Ettore Spalletti Ombre d’azur, transparence – Installation view at Nouveau Musée National de Monaco – Villa Paloma – Photo Werner Hannappel, VG-Bildkunst Bonn 2019

“Come nelle librerie che abbiamo tutti a casa, anche i queste si vedono solo i dorsi. Nella mia opera si vede la carta velina… ma potrebbe esserci la filosofia, la poesia, la matematica, la letteratura. Tante cose che nella vita leggiamo e ci restano dentro.
Se tutte queste cose riuscissero a darcene una sola … le buone maniere. Sarebbe un valore.
Avrei toccato un valore altissimo.”
Ettore Spalletti

Parla di “buone maniere”, Ettore Spalletti a proposito delle opere esposte nella sua mostra Ombre d’azur, transparence ospitata fino al 3 novembre 2019, al Nouveau Musée National de Monaco, Villa Paloma a Monaco e cura da Cristiano Raimondi.

Così come nulla è lasciato al caso – nel suo studio, nelle sue opere, nei suoi ragionamenti e ricerche – anche in questo caso Spalletti sceglie con perizia le parole per raccontare il trittico esposto al terzo piano del museo: Libreria, rosa (2018); Libreria, azzurro (2018); Libreria, grigio (2018).Sono uno dei lavori più intimi e autobiografici in mostra”, racconta Raimondi nell’intervista che segue. Per l’artista queste opere dovrebbero infondere un unico pensiero, “le buone maniere” che non necessariamente si riferiscono a una condotta ineccepibile,  ma posso anche essere allargate all’arte, tutta. Perché è della ‘maniera’ che la storia dell’arte tramanda la prassi e il valore.

Il termine “maniera” è stato lungamente utilizzato per indicare il ricorrere di elementi tipici nelle opere d’arte d’uno stesso maestro o scuola: in questo senso, si aggiungevano al termine qualificazioni ora determinate storicamente, come al esempio maniera antica o moderna, ora retoricamente (maniera secca, svelta, forte, ecc.). Il Vasari, riprendendo l’ideale raffaellesco e in accordo con la cultura neo-platonica fiorentina, ha definito la “maniera” come idealizzazione della natura, cioè come “il ritrarre le cose più belle e di quel più bello o mani o teste o corpi o gambe aggiungerle insieme e fare una figura di tutte quelle bellezze che più si poteva”. Con il Vasari la “maniera” si identificava, dunque, con il concetto classico dell’arte.

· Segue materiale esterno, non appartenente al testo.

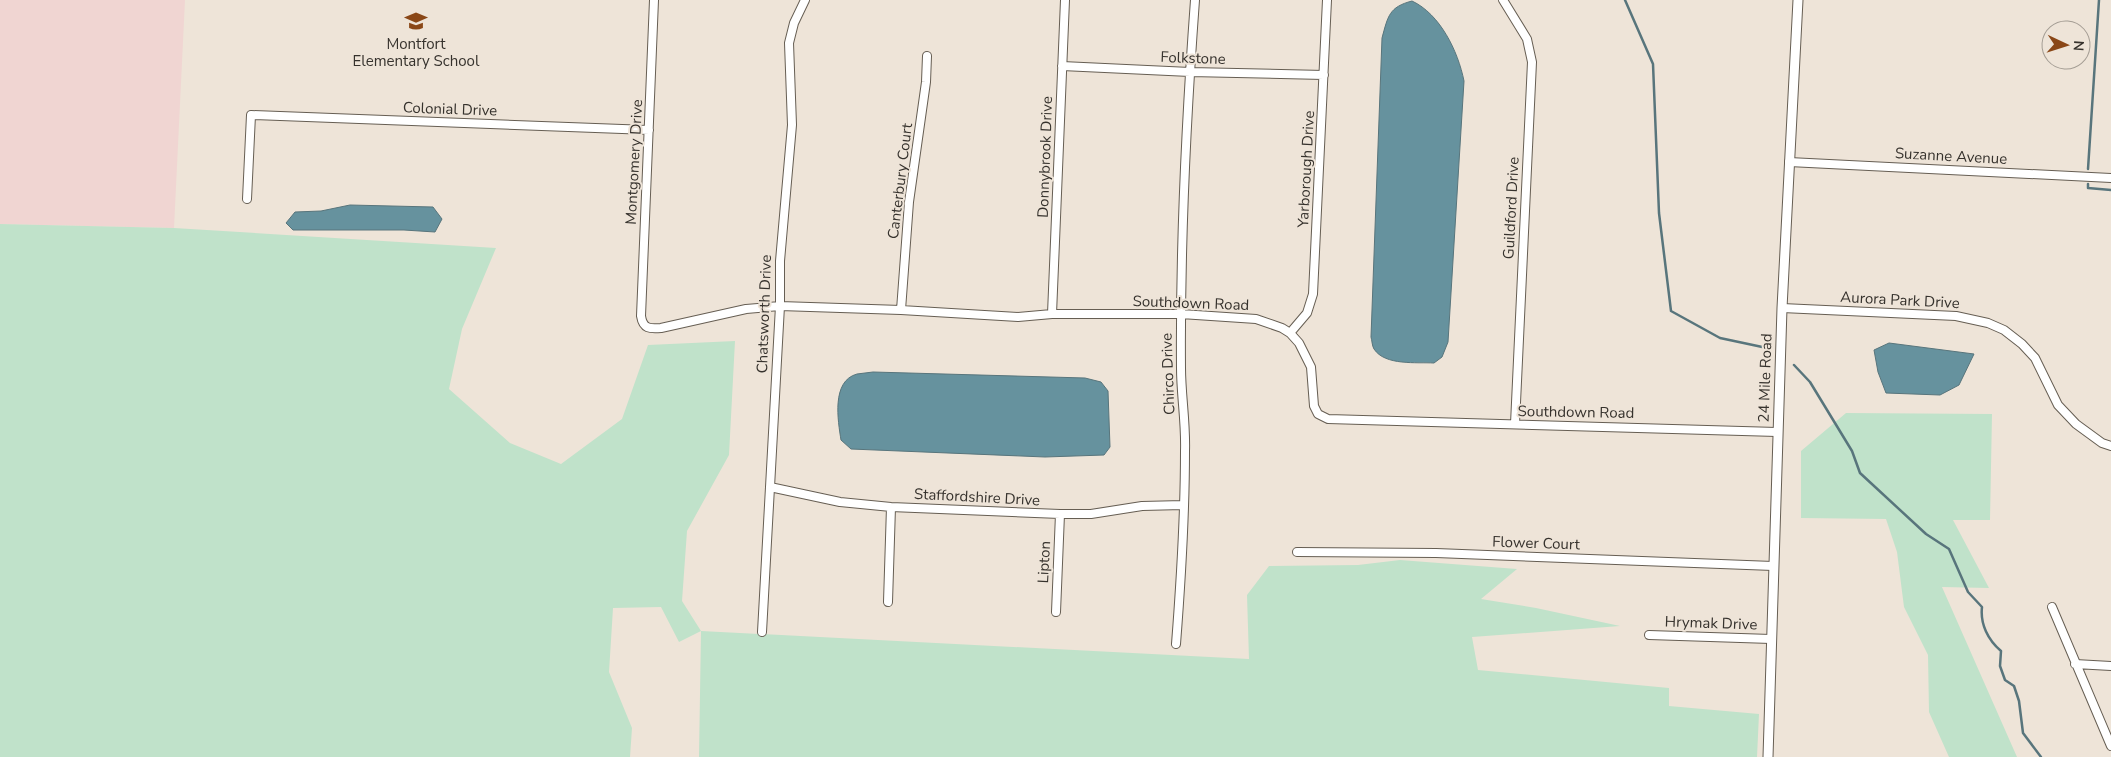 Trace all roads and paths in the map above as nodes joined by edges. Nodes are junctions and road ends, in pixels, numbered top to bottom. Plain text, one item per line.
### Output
1 (654, 0) edge
2 (805, 0) edge
3 (1065, 0) edge
4 (1195, 0) edge
5 (1327, 0) edge
6 (1503, 0) edge
7 (1798, 0) edge
8 (927, 56) dead end
9 (1062, 66) junction
10 (1190, 72) junction
11 (1324, 75) junction
12 (649, 130) junction
13 (1789, 162) junction
14 (2111, 178) edge
15 (247, 199) dead end
16 (780, 306) junction
17 (1782, 308) junction
18 (901, 310) junction
19 (1052, 314) junction
20 (1181, 314) junction
21 (644, 325) joint
22 (1290, 333) junction
23 (1515, 424) junction
24 (1777, 432) junction
25 (2111, 446) edge
26 (770, 487) junction
27 (1184, 505) junction
28 (891, 507) junction
29 (1060, 514) junction
30 (1297, 552) dead end
31 (1773, 566) junction
32 (888, 602) dead end
33 (2052, 607) dead end
34 (1056, 612) dead end
35 (762, 632) dead end
36 (1650, 635) dead end
37 (1771, 639) junction
38 (1176, 644) dead end
39 (2075, 664) junction
40 (2111, 666) edge
41 (2111, 746) edge
42 (1768, 757) edge

1 - 12 street, Montgomery Drive
2 - 16 street, Chatsworth Drive
3 - 9 street, Donnybrook Drive
4 - 10 street, Chirco Drive
5 - 11 street, Yarborough Drive
6 - 23 street, Guildford Drive
7 - 13 street, 24 Mile Road
8 - 18 street, Canterbury Court
9 - 10 street, Folkstone
9 - 19 street, Donnybrook Drive
10 - 11 street, Folkstone
10 - 20 street, Chirco Drive
11 - 22 street, Yarborough Drive
12 - 15 street, Colonial Drive
12 - 21 street, Montgomery Drive
13 - 14 street, Suzanne Avenue
13 - 17 street, 24 Mile Road
16 - 18 street, Southdown Road
16 - 21 street, Southdown Road
16 - 26 street, Chatsworth Drive
17 - 24 street, 24 Mile Road
17 - 25 street, Aurora Park Drive
18 - 19 street, Southdown Road
19 - 20 street, Southdown Road
20 - 22 street, Southdown Road
20 - 27 street, Chirco Drive
22 - 23 street, Southdown Road
23 - 24 street, Southdown Road
24 - 31 street, 24 Mile Road
26 - 28 street, Staffordshire Drive
26 - 35 street, Chatsworth Drive
27 - 29 street, Staffordshire Drive
27 - 38 street, Chirco Drive
28 - 29 street, Staffordshire Drive
28 - 32 street
29 - 34 street, Lipton
30 - 31 street, Flower Court
31 - 37 street, 24 Mile Road
33 - 39 street
36 - 37 street, Hrymak Drive
37 - 42 street, 24 Mile Road
39 - 40 street
39 - 41 street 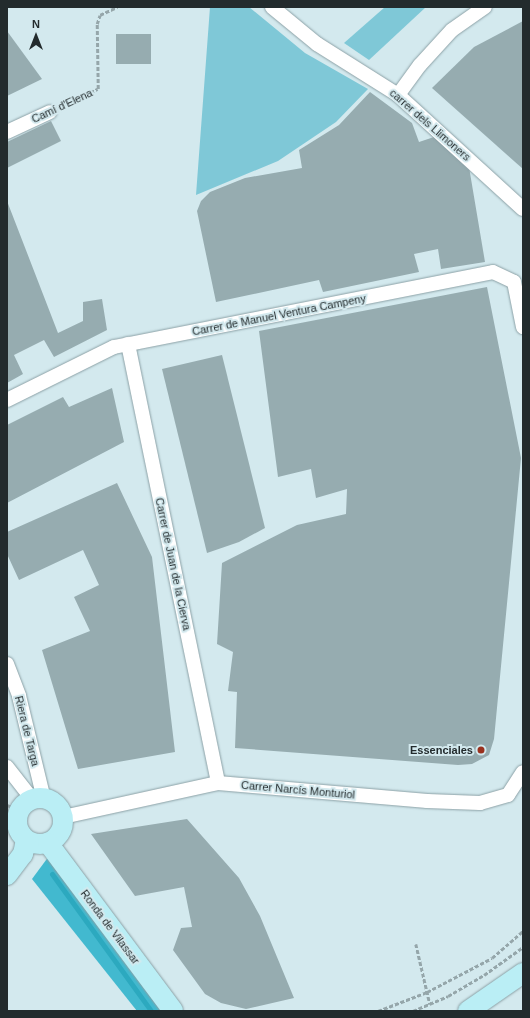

Spolverare questi concetti ci è senz’altro utile per collocare, senza timore, Spalletti nell’alveo dei grandi maestri che hanno guardato alla natura, alle sue manifestazioni e lievità, per restituircele in sembianze e forme significative.
Basti, prima di raccontare le opere in mostra, appuntare qualche titolo: “Grigio verso l’azzurro, paesaggio” (2018); “Così com’è, fonte” (2006); “Orizzonte dorato” (2011); “Dittico, oro” (2019); “Vado di sole” (2018); “Ma, sì, azzurro” (2018); “Paesaggio, rosa, estate” (2018); Oltremare chiaro (2018); Paesaggio, favola (2018)…

Ettore Spalletti Ombre d’azur, transparence – Installation view at Nouveau Musée National de Monaco – Villa Paloma – Photo Werner Hannappel, VG-Bildkunst Bonn 2019

Sembrano i titolo di una poesia, ma anche brevi appunti, impressioni che l’artista ha annotato, dei ricordi o frammenti di un paesaggio: il colore del cielo, le tracce di una stagione, la sfumatura di un tramonto. Segni e variazioni minime che solo una rarissima sensibilità come la sua posso non solo cogliere ma anche raccontare con la propria opera.
Come i grandi maestri del passato, Spalletti ha raffinato nella sua lunga carriera la sua “maniera”: la specificità nel trattare le superfici cromatiche, le quasi impercettibili evoluzioni delle forme, la precisione nel trattare i dettagli, l’individuazione di forme archetipe, il controllo delle relazioni tra le opere e lo spazio…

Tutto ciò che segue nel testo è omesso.